Background technology
It is non-linear that the pulse train of exporting under sine-wave excitation based on the step-recovery diode (SRD) pulse producer has significant frequency domain harmonic wave, can be the nonlinear network measuring tables such as non-linear vector network analyzer (NVNA, Nonlinear Vector Network Analyzer) and LSNA effective harmonic phase reference signal is provided.Based on step-recovery diode (SRD) (SRD, Step Recovery Diode)) conventional phase of pulse producer is with reference to the harmonic mode that all is operated under the single-tone sinusoidal excitation, when guaranteeing effective harmonic wave bandwidth, can't provide meticulous spectral resolution, only can realize the phase measurement to the broadband harmonic signal, can't satisfy the phase test demand to narrow-band modulated.

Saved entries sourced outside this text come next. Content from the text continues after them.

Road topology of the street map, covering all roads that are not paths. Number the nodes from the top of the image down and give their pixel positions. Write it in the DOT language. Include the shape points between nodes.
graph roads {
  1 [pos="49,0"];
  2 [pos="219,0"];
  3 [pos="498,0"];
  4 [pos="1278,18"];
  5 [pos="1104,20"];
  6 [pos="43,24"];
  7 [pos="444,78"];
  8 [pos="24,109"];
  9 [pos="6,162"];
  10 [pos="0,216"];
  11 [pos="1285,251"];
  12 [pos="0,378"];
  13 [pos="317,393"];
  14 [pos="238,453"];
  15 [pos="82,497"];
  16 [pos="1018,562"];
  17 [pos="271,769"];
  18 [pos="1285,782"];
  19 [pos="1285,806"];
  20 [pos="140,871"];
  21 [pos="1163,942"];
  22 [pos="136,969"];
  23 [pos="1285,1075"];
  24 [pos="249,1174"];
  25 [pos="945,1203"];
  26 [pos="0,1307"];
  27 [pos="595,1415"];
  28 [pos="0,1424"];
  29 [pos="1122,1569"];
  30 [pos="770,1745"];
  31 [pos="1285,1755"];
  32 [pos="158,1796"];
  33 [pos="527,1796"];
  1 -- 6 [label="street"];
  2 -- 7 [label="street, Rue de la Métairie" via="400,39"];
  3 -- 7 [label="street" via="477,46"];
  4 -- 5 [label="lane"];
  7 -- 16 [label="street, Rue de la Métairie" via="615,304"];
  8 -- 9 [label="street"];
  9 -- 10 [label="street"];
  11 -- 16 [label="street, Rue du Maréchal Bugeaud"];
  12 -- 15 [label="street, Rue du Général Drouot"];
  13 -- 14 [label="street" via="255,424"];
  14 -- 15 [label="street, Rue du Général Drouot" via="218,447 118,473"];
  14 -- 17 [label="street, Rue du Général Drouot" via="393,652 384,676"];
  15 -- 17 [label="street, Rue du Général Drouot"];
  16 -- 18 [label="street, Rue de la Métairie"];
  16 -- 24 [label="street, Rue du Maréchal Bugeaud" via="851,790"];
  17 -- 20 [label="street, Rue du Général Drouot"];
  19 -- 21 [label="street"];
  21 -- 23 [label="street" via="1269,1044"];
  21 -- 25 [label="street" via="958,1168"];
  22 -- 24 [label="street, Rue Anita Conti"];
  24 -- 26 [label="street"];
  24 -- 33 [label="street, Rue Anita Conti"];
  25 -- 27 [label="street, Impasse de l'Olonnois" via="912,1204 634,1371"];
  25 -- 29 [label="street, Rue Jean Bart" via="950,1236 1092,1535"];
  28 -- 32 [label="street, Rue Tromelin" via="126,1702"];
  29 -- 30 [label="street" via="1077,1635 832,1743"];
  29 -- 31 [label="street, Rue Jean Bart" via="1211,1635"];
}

So far, all phase reference designs all are based on the harmonic wave scheme, all be faced with " contradiction between bandwidth and the resolution " that caused by " the highest overtone order that utilizes " in the harmonic wave mode, namely in the situation of determining bandwidth, can not ad infinitum improve spectral resolution.Be subject to the restriction of SRD physical characteristics based on the spectral resolution of the harmonic phase reference of the SRD pulse producer of single-tone excitation, on the one hand, the frequency of single-tone pumping signal need to be controlled at the desirable step recovery effects of certain limit guarantee.On the other hand, the upper limit of exciting power has determined the maximal value of each harmonic component, has been equivalent to limit the higher harmonics number of times and the bandwidth that can be that NVNA utilizes.Therefore, for spectral line frequency be spaced apart below the MHz, carrier wave and harmonic frequency thereof be in the measurement of hundred MHz even the complex modulated signal more than the GHz, NVNA harmonic phase reference based on SRD is difficult to reach requirement, and all controllable intermodulation spectral lines of quantity and resolution can't be provided near the each harmonic frequency.
Summary of the invention
The present invention can't provide all problems of controllable intermodulation spectral line of quantity and resolution in order to solve the harmonic phase reference that has the SRD pulse producer that encourages based on single-tone now near the each harmonic frequency.And the network analyzer based on multitone excitation step-recovery diode (SRD) pulse producer that provides is measured the method for intermodulation spectral line.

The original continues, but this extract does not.